Hopefully, the No. 4 Oklahoma softball team has a couple more games to play before Sunday, when the all-important national seeds will be determined and the rest of the 64-team field will be filled out for the 2025 NCAA Softball Championship, which starts next week.
The Sooners, the 1-seed in the SEC Softball Tournament this week after winning the regular-season conference title, advanced to the semifinals of the tournament and will face No. 5 Arkansas on Friday afternoon.
If the Sooners are able to get by the Razorbacks, who ended the regular season with six straight SEC series wins, the Sooners will battle either No. 2 Texas A&M or No. 3 Texas for the conference tournament championship on Saturday.
That's all well and good, and you better believe that OU head coach Patty Gasso absolutely would like to add a conference tournament trophy in the Sooners' inaugural season in the SEC, but next week is when the season's main goals clearly come into focus.
Oklahoma fighting for top national seed
Regardless of what happens over the next two days, Oklahoma is in good position to earn one of the top-5 national seeds when the NCAA tournament selections come out on Sunday. The Sooners could even earn the top seed if they run the deck and win out in the SEC tournament.
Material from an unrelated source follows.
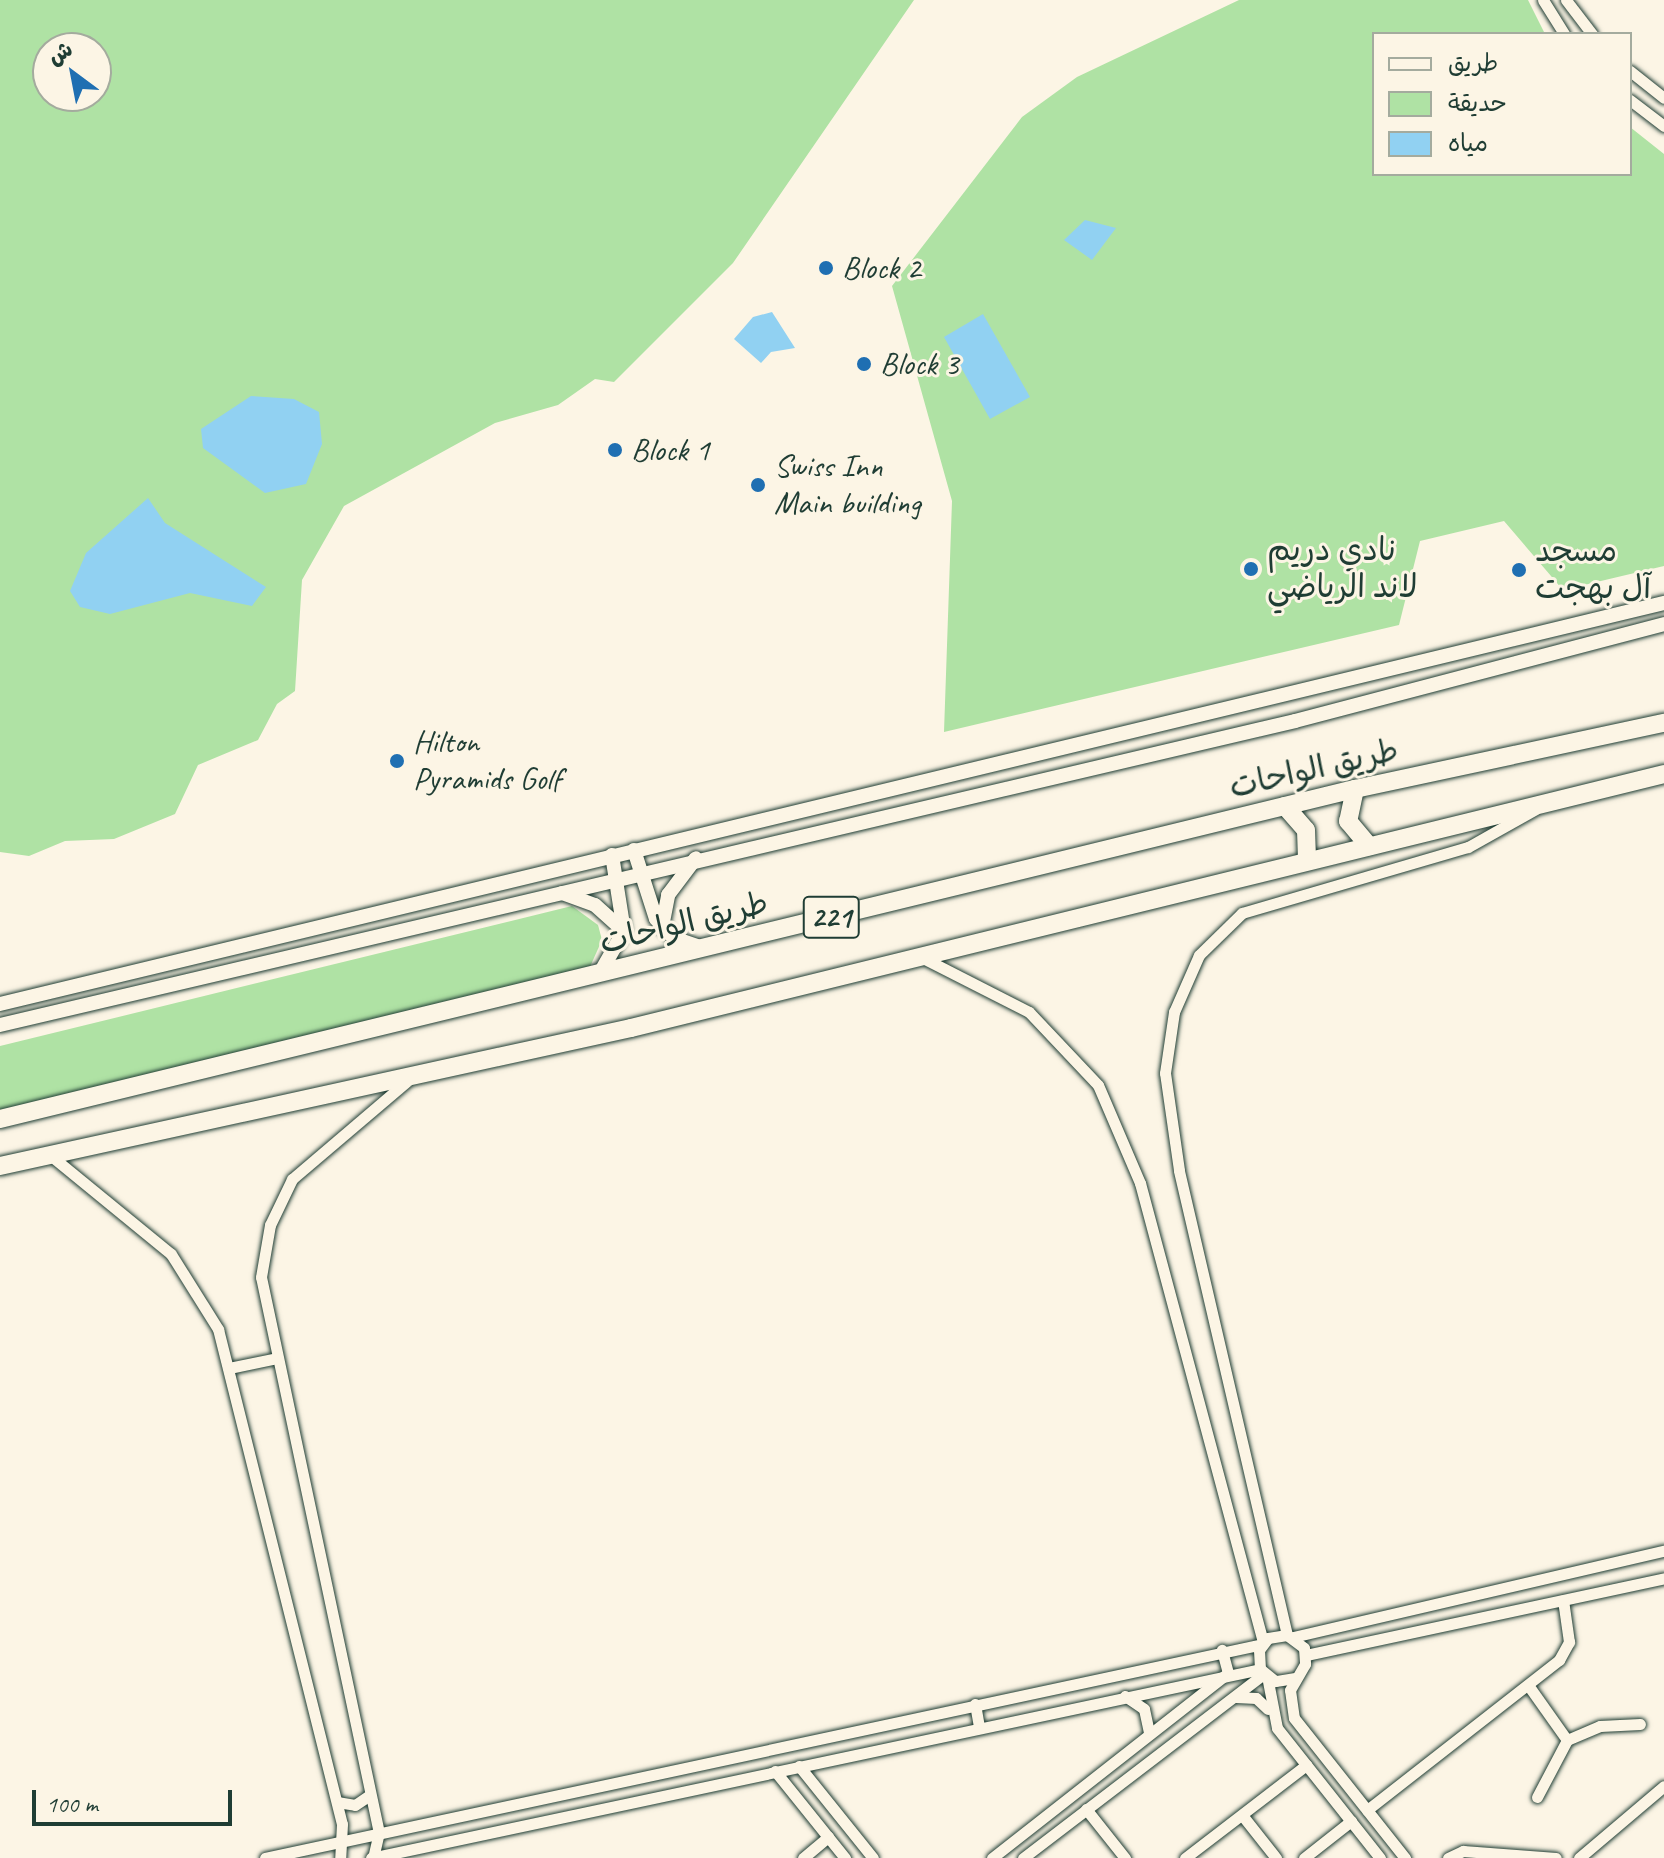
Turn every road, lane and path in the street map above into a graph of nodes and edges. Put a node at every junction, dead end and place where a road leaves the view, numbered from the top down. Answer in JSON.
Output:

Softball America, which dropped previous No. 1 Oklahoma to the No. 4 spot this week after the Sooners lost two of three to Florida last weekend, has OU earning the No. 2 national seed behind No. 1 Texas A&M in its latest edition of softball bracketology. That indicates that the staff at Softball America projects A&M and the Sooners to meet for the SEC tournament championship and the Aggies to come out the winner.
What's even more interesting about the Softball America national seed projections, though, is that eight of the top 10 national seeds are SEC schools.
What's important about receiving one of the top-16 national seeds is that those teams get to host one of the 16 NCAA regional tournaments. The top-8 seeds among the 16 regional champions are awarded a host site for Super Regionals. Each of the Super Regional winners advances to the Women's College World Series in Oklahoma City.
Four teams compete in each 16 regional tournaments. Two teams go head-to-head in Super Regionals. Both are double-elimination.
Oklahoma has won an unprecedented four consecutive national championships and eight overall. In each of the last four seasons, the Sooners entered NCAA postseason play as the No. 1 overall seed. OU has hosted an NCAA regional in Norman each of the last 13 seasons and advanced to the super regional round each one.
The Sooners have hosted a Super Regional in 10 of the last 13 seasons the NCAA tournament has been held (an NCAA tournament was not held in the 2020 pandemic season) and have moved on to the Women's College World Series in 12 of the 13 seasons. Seven of Oklahoma's national championships in softball have been during that span.
As far as national seeding is concerned, only once in the last eight seasons has Oklahoma received a seed below No. 4 in the NCAA tournament, and on five occasions the Sooners were the top seed.
Only one time over the last eight seasons as the No. 1 national seed did OU not win it all, in 2019 when Oklahoma lost to UCLA in the WCWS championship series.
What does all that mean this time around? Probably nothing. But considering the 2025 Oklahoma softball team has just three starting position players back from a roster that at its core was virtually in place for all four of the Sooners' consecutive national championship seasons, the fact that this team is in excellent position for a top-5 national seed and yet another national championship run is pretty remarkable.
This is not by far the best Sooner softball team over the last decade, but don't count out Patty Gasso and her staff...and, of course, a little bit of Sooner Magic.